- COLLECTED DATA
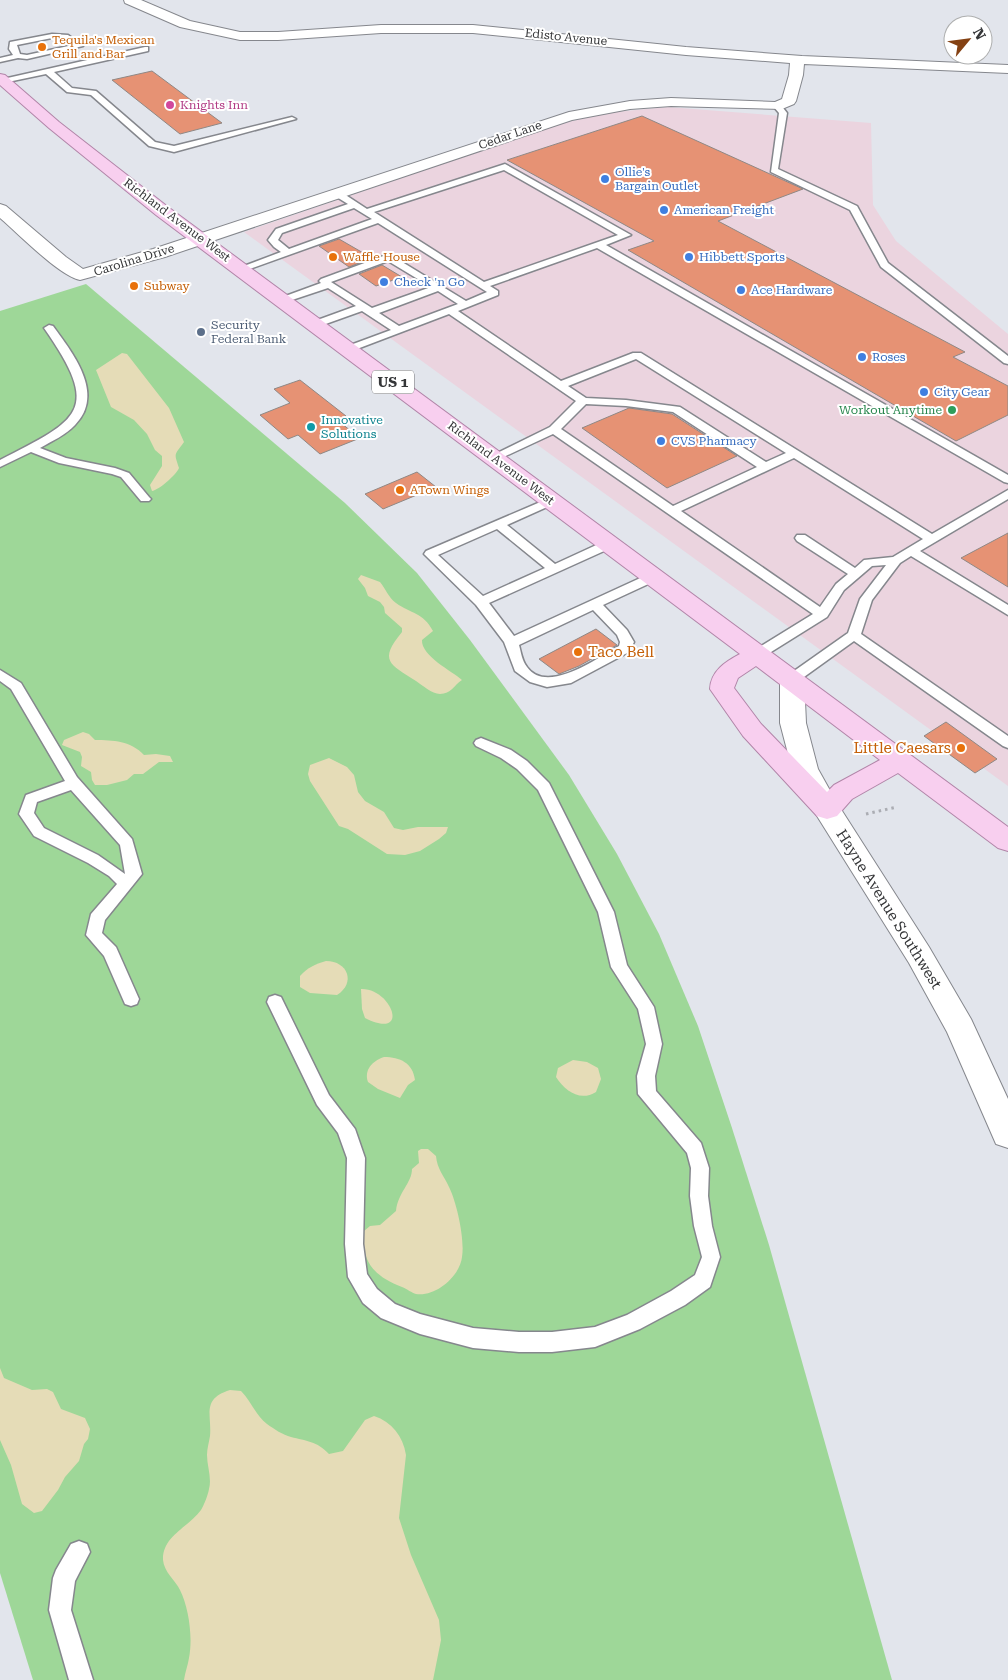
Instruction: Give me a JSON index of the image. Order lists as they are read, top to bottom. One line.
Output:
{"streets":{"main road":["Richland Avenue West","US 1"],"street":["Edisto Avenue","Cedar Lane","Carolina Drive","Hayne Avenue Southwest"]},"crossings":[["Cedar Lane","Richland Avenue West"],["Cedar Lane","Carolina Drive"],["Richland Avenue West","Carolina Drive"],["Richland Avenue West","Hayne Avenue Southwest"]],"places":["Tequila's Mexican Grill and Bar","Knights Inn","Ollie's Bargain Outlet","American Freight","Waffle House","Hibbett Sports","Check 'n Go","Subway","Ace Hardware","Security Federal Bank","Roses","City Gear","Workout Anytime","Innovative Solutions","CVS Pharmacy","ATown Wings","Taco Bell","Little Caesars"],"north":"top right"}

- WORK REQUIRED
Print each line of the listing exactly and include no pictures.

- COMPLETED EXERCISE
Instruction: Give me a JSON index of the image. Order lists as they are read, top to bottom. One line.
Output:
{"streets":{"main road":["Richland Avenue West","US 1"],"street":["Edisto Avenue","Cedar Lane","Carolina Drive","Hayne Avenue Southwest"]},"crossings":[["Cedar Lane","Richland Avenue West"],["Cedar Lane","Carolina Drive"],["Richland Avenue West","Carolina Drive"],["Richland Avenue West","Hayne Avenue Southwest"]],"places":["Tequila's Mexican Grill and Bar","Knights Inn","Ollie's Bargain Outlet","American Freight","Waffle House","Hibbett Sports","Check 'n Go","Subway","Ace Hardware","Security Federal Bank","Roses","City Gear","Workout Anytime","Innovative Solutions","CVS Pharmacy","ATown Wings","Taco Bell","Little Caesars"],"north":"top right"}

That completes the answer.